Das wollte der Vertreter der Nebenklage und Anwalt der Eltern, Axel Koch, nicht stehenlassen. Er hatte Zeugen berufen, die belegen konnten, dass es schon vor dem Vorfall am 6. Juli zu Zwischenfällen gekommen war. So schilderten zwei Mütter aus derselben Wohnsiedlung, dass ihre Kleinkinder bereits vor dem 6. Juli von Pascha angegriffen worden waren. Passiert war den damals ein und fünf Jahre alten Kindern jeweils nichts. Der Rentner Josef F. (69) schilderte als Zeuge der Nebenklage, wie Pascha seinen Berner Sennenhund Don beim Spazierengehen auf der Neuenkamper Rheinwiese angegriffen hatte. Er habe die Hundehalterin mehrfach aufgefordert, Pascha an die Leine zu nehmen, wenn Fußgänger in der Nähe seien.

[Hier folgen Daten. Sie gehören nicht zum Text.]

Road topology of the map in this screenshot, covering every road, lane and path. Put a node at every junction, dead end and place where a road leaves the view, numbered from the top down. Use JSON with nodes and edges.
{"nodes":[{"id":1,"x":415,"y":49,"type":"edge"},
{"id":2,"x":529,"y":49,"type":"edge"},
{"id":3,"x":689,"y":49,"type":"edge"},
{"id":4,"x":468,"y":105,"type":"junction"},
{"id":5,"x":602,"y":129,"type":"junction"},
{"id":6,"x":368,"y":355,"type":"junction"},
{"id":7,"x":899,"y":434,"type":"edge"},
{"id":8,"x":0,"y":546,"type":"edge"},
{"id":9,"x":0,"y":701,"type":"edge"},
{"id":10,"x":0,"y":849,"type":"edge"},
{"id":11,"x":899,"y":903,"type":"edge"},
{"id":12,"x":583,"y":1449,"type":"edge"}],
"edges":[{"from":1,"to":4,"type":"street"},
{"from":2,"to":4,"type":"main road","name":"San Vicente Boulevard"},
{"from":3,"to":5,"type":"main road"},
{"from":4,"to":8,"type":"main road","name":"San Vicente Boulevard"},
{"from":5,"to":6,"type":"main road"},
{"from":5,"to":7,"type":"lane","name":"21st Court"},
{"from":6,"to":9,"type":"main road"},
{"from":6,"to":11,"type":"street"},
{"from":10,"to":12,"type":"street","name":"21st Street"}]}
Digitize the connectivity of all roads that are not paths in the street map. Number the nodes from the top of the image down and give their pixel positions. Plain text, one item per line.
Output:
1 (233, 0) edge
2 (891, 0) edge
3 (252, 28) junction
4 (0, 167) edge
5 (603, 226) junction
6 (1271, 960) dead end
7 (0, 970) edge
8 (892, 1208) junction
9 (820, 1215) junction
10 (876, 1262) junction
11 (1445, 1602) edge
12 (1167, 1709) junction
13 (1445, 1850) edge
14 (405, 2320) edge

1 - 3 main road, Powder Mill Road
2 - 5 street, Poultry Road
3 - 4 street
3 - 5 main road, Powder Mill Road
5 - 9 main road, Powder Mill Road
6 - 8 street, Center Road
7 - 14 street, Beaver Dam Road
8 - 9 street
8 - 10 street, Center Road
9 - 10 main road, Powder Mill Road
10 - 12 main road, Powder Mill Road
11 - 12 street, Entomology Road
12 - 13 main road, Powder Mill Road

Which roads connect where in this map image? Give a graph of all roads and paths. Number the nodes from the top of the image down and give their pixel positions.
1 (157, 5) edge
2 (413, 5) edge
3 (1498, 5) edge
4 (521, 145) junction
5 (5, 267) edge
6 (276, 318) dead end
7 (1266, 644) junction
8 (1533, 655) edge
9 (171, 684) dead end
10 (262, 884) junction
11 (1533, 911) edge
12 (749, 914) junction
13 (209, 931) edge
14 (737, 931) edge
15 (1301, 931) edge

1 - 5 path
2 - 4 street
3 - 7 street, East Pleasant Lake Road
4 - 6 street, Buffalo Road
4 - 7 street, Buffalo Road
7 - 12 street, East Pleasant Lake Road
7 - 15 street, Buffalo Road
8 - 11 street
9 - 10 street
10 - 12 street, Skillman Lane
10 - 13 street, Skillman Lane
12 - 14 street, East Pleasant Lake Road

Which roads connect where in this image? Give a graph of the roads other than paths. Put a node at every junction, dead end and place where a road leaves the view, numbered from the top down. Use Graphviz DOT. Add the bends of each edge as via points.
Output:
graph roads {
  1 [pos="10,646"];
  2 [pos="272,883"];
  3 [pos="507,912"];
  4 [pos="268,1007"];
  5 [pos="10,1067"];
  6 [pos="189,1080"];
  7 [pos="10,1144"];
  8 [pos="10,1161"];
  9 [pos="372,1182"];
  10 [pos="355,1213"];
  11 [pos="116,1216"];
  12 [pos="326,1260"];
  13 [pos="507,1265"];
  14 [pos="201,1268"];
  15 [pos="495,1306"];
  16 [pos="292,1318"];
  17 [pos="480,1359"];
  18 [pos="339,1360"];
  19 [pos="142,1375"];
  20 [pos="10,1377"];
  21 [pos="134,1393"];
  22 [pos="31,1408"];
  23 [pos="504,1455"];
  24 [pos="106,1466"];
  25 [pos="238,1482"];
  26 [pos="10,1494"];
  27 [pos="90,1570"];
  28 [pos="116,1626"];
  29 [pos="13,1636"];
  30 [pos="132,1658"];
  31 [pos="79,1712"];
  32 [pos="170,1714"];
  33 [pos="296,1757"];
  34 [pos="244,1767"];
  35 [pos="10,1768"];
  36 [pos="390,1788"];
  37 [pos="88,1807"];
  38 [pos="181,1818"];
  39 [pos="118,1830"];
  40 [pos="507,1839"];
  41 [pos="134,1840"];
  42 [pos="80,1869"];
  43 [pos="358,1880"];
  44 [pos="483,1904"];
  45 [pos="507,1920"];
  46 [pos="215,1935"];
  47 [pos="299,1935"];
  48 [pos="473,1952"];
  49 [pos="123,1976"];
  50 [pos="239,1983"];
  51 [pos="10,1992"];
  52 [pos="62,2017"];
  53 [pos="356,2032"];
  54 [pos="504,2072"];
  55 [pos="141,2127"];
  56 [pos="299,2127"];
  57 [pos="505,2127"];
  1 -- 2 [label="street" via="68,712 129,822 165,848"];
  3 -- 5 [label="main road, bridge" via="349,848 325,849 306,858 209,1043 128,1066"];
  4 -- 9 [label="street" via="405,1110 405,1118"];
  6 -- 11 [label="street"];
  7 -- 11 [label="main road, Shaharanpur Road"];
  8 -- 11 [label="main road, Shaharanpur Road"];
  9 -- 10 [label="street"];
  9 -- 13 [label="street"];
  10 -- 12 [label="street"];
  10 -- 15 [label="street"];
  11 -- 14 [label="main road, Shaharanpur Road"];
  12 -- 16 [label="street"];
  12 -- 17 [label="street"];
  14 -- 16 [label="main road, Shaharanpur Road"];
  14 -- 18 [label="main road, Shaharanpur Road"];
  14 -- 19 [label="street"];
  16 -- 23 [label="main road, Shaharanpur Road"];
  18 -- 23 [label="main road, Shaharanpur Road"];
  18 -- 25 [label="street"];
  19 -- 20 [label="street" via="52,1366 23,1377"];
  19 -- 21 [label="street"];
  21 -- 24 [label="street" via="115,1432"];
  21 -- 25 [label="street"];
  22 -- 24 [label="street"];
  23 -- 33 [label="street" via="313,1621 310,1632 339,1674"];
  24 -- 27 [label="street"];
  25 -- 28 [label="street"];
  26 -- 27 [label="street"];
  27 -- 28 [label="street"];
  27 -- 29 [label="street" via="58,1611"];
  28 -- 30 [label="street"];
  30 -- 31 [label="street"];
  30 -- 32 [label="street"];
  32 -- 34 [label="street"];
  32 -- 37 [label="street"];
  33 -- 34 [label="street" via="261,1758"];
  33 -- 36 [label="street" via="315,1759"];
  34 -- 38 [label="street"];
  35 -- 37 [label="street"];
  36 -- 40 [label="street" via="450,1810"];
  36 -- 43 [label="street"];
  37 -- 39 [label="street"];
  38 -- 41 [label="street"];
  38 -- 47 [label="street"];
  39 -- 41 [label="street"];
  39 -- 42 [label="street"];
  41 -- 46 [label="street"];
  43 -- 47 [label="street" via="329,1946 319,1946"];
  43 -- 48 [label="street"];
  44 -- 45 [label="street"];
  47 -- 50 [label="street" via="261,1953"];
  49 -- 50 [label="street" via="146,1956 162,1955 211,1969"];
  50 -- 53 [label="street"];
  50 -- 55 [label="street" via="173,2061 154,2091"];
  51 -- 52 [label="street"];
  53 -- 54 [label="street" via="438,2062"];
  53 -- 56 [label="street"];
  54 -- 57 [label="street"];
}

Der Anwalt der Eltern des dauerhaft entstellten Kindes und die Verteidiger stritten darüber, ob man bei der Hundehalterin von Vorsatz aus gehen könne, weil sie einen Angriff ihres Rottweils in Kauf genommen habe. Der Halterin könnte dann eine Haftstrafe drohen. Für die Mitangeklagte Viktoria K. gilt das nicht.

Beide Angeklagte hatten durch ihre Anwälte Erklärungen verlesen lassen. Agnicszka G. brach in Tränen aus, als Anwalt Lars-Jürgen Weidemann sich in ihrem Namen bei den Eltern entschuldigte. Auch der Anwalt von Viktoria K., Heinz R. Schmitt, drückte das Bedauern seiner Mandantin aus.

Bei beweisbarem Vorsatz wäre die Straftat ein Verbrechen und dieses Strafgericht nicht zuständig. Die Richterin hielt Vorsatz für möglich und verwies den Fall "Pascha" an das Duisburger Schöffengericht. Wann weiterverhandelt werden kann, stand gestern noch nicht fest.

Vorsätzlich oder fahrlässig darüber stritten gestern die Anwälte der Anklage Heinz R. Schmitt (hinten li.) und Lars-Jürgen Weidemann (re.) mit dem Vertreter der Nebenklage Axel Koch (vorne re.). Die Angeklagten Viktoria K. und Agnicszka G. (hinten Mitte) entschuldigten sich bei den Eltern. Der Rottweilerrüde Pascha wurde im Alter von 19 Monaten vor drei Wochen eingeschläfert.